--- RECORDS PROVIDED ---

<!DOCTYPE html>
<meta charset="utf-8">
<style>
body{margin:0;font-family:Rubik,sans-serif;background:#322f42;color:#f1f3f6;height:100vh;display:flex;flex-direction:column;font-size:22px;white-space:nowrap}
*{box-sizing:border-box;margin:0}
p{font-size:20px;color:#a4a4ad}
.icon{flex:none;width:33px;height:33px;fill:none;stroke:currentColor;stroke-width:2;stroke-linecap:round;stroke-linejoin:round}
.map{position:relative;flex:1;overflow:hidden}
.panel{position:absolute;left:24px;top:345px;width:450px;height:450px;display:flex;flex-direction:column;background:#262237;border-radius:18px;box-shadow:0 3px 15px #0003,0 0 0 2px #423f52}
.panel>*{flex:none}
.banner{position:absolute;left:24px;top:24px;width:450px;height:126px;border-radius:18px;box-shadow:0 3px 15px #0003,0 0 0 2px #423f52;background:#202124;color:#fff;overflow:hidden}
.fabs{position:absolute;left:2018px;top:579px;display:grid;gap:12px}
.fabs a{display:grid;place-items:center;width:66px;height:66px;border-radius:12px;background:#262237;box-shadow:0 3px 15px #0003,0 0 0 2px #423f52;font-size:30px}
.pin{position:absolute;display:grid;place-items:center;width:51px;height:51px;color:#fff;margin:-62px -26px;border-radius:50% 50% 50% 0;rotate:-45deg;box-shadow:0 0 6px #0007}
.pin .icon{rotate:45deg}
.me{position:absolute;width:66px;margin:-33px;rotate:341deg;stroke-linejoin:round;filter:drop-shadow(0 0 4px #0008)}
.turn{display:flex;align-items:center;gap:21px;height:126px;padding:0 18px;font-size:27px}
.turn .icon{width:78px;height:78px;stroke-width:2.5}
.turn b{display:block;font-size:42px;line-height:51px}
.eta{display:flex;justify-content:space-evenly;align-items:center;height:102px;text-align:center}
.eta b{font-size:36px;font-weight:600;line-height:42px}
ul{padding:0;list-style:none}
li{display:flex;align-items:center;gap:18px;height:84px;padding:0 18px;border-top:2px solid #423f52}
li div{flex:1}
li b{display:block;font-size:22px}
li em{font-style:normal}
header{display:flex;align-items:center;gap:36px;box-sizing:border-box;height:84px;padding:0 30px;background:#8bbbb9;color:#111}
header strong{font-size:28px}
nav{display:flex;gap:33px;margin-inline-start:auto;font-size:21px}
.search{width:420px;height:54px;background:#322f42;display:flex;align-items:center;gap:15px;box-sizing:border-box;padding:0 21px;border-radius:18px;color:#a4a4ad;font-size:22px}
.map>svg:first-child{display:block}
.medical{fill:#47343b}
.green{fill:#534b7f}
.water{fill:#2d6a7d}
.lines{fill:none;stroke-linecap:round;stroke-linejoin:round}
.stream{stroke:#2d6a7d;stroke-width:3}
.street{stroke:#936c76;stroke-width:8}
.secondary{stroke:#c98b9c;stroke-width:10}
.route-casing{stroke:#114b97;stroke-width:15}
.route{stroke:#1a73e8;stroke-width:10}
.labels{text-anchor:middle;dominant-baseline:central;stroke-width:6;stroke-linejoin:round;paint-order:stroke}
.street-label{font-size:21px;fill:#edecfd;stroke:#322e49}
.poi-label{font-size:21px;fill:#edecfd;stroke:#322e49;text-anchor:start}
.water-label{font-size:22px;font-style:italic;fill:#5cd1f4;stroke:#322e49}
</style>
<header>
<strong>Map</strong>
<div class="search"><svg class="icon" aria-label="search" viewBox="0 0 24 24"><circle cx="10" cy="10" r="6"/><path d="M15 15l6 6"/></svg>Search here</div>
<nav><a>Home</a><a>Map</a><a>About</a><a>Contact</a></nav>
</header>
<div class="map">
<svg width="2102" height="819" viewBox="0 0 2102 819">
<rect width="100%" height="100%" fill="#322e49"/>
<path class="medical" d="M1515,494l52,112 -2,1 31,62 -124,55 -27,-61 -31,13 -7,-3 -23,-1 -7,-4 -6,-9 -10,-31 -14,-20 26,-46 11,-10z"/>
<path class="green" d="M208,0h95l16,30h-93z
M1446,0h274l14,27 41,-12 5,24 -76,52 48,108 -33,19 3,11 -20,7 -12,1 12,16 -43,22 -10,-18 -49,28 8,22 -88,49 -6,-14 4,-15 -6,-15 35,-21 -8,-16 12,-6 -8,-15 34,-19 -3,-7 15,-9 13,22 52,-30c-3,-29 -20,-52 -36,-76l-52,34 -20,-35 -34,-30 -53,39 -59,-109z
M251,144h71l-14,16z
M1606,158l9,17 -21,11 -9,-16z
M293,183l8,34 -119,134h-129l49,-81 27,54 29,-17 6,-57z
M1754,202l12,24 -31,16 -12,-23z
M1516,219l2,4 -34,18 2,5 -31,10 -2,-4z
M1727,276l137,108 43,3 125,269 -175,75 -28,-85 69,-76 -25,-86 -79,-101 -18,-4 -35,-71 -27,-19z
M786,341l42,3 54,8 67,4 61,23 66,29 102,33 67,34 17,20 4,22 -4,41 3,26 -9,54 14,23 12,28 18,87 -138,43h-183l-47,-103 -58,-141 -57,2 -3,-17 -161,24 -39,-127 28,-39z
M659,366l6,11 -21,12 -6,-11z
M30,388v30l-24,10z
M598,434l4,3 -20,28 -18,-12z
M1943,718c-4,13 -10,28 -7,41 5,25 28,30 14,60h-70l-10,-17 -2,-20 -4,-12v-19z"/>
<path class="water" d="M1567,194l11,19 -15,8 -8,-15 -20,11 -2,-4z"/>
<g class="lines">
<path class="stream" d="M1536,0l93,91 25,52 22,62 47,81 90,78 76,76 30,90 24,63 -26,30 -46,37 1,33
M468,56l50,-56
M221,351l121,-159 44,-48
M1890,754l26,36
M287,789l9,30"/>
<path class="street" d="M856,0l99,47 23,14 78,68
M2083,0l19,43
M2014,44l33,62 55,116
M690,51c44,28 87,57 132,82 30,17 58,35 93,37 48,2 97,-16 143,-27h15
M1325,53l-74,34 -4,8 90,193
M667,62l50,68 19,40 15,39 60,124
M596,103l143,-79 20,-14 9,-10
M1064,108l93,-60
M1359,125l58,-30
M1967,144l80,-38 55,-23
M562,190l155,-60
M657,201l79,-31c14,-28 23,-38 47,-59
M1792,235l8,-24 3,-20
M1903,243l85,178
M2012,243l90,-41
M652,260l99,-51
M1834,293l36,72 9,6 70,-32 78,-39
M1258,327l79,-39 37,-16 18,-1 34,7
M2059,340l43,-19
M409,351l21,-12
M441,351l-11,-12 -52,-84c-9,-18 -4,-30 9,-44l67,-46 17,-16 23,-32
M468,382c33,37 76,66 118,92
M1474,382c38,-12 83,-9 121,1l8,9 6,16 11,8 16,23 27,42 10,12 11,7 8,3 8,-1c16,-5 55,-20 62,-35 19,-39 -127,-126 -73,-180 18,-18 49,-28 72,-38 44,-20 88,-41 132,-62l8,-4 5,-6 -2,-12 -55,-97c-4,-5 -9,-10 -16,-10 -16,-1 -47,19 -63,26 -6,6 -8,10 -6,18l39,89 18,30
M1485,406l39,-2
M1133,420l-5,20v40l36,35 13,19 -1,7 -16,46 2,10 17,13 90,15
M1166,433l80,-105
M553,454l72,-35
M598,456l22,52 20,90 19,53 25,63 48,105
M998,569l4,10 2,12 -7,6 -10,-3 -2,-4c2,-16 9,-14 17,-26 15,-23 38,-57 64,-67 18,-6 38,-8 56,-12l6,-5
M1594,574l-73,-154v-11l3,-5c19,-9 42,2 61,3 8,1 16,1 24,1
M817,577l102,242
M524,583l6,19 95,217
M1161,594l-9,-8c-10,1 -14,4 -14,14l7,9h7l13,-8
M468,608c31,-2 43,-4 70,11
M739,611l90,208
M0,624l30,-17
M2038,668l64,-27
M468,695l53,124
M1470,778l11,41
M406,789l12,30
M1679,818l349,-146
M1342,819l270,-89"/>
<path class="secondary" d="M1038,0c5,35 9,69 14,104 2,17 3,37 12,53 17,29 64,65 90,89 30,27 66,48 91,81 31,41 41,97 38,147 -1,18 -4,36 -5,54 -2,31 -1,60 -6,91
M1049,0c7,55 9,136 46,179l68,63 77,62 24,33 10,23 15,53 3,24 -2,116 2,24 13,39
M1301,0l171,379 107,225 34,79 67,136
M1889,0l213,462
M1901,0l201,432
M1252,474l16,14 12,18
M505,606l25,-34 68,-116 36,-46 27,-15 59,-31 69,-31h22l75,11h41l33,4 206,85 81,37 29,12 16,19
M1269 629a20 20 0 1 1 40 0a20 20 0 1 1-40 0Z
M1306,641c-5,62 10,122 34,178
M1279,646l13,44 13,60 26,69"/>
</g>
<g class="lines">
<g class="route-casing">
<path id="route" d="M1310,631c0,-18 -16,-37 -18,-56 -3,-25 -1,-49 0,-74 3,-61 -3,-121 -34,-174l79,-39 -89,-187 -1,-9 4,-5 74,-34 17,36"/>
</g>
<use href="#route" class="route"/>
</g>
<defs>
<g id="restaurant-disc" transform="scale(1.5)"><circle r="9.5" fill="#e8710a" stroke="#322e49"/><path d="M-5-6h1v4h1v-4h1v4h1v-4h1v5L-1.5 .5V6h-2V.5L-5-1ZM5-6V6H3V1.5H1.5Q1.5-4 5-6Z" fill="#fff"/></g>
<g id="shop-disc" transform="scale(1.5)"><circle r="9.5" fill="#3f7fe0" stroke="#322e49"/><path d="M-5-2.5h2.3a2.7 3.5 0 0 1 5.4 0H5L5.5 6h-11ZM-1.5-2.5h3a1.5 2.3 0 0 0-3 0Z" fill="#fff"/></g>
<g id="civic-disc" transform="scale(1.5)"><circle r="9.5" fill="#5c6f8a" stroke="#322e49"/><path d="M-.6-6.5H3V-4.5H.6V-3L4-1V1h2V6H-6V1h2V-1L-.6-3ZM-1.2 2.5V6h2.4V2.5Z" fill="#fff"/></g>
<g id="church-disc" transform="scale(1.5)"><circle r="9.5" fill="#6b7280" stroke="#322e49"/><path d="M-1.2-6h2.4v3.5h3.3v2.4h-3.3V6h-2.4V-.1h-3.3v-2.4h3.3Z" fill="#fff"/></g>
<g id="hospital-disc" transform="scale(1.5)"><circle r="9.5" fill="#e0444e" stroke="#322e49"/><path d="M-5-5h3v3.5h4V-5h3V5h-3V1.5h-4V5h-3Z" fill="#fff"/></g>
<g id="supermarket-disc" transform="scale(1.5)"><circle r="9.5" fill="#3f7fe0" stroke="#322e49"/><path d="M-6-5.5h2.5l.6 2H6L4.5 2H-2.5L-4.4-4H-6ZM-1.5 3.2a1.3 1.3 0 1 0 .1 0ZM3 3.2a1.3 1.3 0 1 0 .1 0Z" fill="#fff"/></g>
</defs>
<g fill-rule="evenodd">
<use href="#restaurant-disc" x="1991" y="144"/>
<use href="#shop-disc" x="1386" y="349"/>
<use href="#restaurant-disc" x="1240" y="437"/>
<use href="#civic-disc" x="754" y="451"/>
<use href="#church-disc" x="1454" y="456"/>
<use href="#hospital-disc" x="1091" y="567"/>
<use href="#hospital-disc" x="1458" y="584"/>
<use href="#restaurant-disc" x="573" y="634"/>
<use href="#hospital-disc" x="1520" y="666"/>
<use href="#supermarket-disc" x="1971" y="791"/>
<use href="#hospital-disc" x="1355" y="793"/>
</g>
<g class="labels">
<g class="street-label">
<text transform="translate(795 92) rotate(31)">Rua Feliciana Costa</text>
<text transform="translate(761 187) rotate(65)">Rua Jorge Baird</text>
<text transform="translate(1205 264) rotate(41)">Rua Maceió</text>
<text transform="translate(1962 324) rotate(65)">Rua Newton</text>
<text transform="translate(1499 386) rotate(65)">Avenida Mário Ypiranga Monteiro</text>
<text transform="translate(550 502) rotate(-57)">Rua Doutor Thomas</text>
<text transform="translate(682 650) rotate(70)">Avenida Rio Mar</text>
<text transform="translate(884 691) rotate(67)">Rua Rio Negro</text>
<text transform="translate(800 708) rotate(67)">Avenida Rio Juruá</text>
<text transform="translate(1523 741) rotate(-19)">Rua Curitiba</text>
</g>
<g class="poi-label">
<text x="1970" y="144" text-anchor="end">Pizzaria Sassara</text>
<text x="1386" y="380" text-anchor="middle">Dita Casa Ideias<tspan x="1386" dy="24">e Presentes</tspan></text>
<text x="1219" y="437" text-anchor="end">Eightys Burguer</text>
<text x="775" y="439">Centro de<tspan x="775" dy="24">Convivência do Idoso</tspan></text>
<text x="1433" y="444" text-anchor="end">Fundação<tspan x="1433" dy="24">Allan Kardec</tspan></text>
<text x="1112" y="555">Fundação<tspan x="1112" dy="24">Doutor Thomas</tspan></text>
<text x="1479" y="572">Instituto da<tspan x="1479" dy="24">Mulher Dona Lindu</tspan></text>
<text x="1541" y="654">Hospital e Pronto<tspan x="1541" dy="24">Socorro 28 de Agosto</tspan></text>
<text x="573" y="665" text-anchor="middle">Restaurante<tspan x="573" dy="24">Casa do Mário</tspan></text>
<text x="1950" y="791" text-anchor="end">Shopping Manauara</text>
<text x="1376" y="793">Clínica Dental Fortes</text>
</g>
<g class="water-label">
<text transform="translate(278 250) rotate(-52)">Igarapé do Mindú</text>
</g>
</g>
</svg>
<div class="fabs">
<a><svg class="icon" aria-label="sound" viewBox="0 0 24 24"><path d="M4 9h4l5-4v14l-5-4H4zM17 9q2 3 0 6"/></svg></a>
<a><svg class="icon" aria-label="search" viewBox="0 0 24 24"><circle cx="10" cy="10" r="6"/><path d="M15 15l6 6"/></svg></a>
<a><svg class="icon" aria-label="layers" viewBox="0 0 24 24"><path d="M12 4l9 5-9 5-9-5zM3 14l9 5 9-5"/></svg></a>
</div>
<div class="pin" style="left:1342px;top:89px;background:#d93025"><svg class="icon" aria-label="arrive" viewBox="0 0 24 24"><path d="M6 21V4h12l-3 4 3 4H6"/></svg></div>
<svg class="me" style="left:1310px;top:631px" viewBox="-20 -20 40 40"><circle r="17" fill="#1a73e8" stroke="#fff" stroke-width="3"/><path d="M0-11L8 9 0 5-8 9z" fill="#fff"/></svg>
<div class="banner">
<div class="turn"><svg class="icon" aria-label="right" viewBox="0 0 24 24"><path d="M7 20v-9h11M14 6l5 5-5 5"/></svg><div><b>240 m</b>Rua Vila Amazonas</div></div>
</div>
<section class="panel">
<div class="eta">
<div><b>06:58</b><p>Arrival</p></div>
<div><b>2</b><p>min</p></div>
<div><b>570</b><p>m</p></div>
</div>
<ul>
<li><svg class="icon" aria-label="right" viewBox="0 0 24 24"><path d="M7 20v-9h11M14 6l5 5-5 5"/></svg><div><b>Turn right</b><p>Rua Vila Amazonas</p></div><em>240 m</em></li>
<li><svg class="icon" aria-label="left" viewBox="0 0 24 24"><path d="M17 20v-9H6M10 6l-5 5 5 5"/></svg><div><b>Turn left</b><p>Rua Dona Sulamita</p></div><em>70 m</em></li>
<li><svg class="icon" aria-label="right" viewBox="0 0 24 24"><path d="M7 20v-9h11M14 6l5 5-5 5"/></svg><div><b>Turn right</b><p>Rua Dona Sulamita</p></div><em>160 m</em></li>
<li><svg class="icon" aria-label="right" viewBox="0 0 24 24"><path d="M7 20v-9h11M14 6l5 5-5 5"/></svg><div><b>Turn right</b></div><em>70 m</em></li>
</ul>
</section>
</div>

---

Output only the number of lines above holding "overflow".

*RESPONSE BELOW:* 2